*Exercise directions*. Copy out each line of the data that contains "moveto".

(Stored dataset items)
━━━━

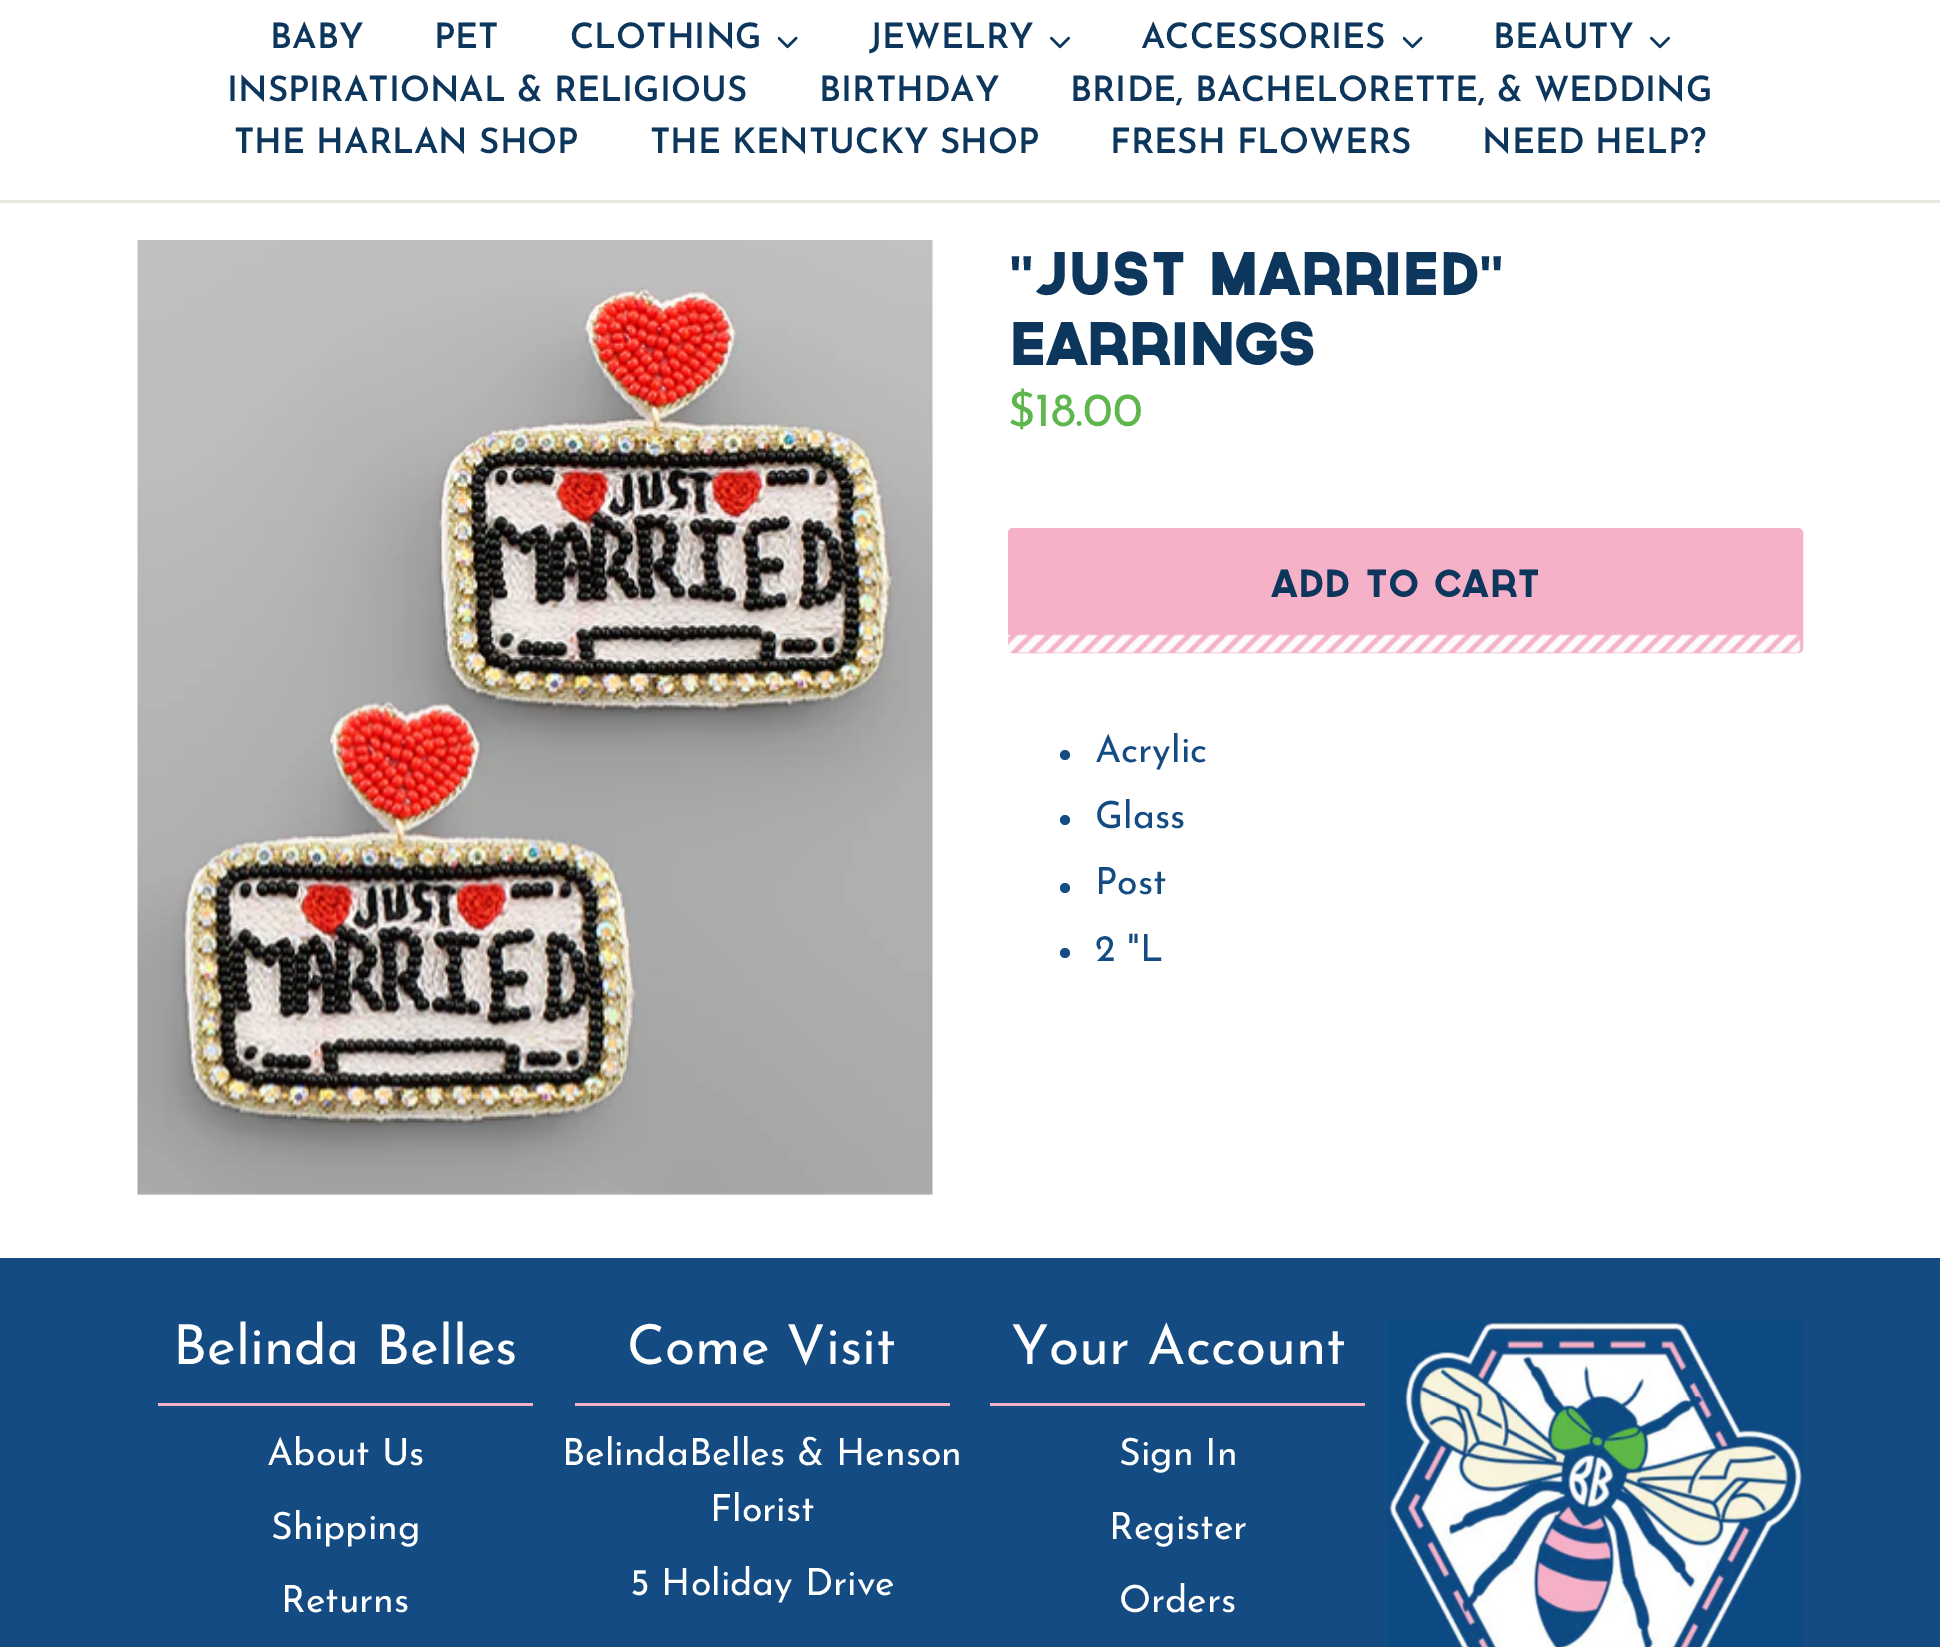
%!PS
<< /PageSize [1940 1647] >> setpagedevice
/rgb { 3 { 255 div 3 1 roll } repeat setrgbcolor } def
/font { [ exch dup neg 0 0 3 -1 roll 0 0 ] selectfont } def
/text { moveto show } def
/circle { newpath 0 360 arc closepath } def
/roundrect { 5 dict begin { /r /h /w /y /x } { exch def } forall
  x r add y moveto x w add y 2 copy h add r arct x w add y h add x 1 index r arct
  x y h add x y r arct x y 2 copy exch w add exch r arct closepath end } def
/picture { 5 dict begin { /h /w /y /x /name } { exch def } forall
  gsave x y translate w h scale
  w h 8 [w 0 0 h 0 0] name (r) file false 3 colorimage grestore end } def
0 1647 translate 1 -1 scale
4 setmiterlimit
255 255 255 rgb
0 0 1940 1647 rectfill
234 232 221 rgb
0 200 1940 3 rectfill
(img_01.rgb) 778 36 20 13 picture
(img_02.rgb) 1050 36 20 13 picture
(img_01.rgb) 1403 36 20 13 picture
(img_02.rgb) 1650 36 20 13 picture
(img_03.rgb) 137 240 796 955 picture
245 177 199 rgb
1010.5 530.5 790 120 2.5 roundrect gsave fill grestore
5 setlinewidth
stroke
(img_04.rgb) 1008 634 793 19 picture
19 75 130 rgb
1065 755 5 circle fill
1065 820 5 circle fill
1065 888 5 circle fill
1065 953 5 circle fill
0 1258 1940 389 rectfill
245 177 199 rgb
158 1403 375 3 rectfill
575 1403 375 3 rectfill
990 1403 375 3 rectfill
(img_05.rgb) 1387 1320 416 327 picture
/JosefinSans-SemiBold 35 font
13 54 93 rgb
(BABY) 270 48 text
(PET) 434 48 text
(CLOTHING) 570 48 text
(JEWELRY) 869 48 text
(ACCESSORIES) 1141 48 text
(BEAUTY) 1493 48 text
(INSPIRATIONAL & RELIGIOUS) 227 101 text
(BIRTHDAY) 819 101 text
(BRIDE, BACHELORETTE, & WEDDING) 1070 101 text
(THE HARLAN SHOP) 234 153 text
(THE KENTUCKY SHOP) 650 153 text
(FRESH FLOWERS) 1110 153 text
(NEED HELP?) 1482 153 text
/LiberationSans-Bold 56.25 font
(") 1008 295 text
/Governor-Bold 56.25 font
(JUST MARRIED) 1034 295 text
/LiberationSans-Bold 56.25 font
(") 1478 295 text
/Governor-Bold 56.25 font
(EARRINGS) 1008 365 text
/JosefinSans-Regular 47.5 font
95 182 77 rgb
($18.00) 1008 426 text
/Governor-Regular 37.5 font
13 54 93 rgb
(ADD TO CART) 1271 597 text
/JosefinSans-Regular 37.5 font
19 75 130 rgb
(Acrylic) 1095 762 text
(Glass) 1095 828 text
(Post) 1095 894 text
(2 "L) 1095 961 text
/JosefinSans-Regular 55 font
255 255 255 rgb
(Belinda Belles) 173 1364 text
/JosefinSans-Regular 37.5 font
(About Us) 267 1465 text
(Shipping) 271 1539 text
(Returns) 281 1612 text
/JosefinSans-Regular 55 font
(Come Visit) 627 1364 text
/JosefinSans-Regular 37.5 font
(BelindaBelles & Henson) 562 1465 text
(Florist) 710 1521 text
(5 Holiday Drive) 630 1595 text
/JosefinSans-Regular 55 font
(Your Account) 1011 1364 text
/JosefinSans-Regular 37.5 font
(Sign In) 1119 1465 text
(Register) 1109 1539 text
(Orders) 1119 1612 text
showpage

━━━━

*Answer to this task*.
/text { moveto show } def
  x r add y moveto x w add y 2 copy h add r arct x w add y h add x 1 index r arct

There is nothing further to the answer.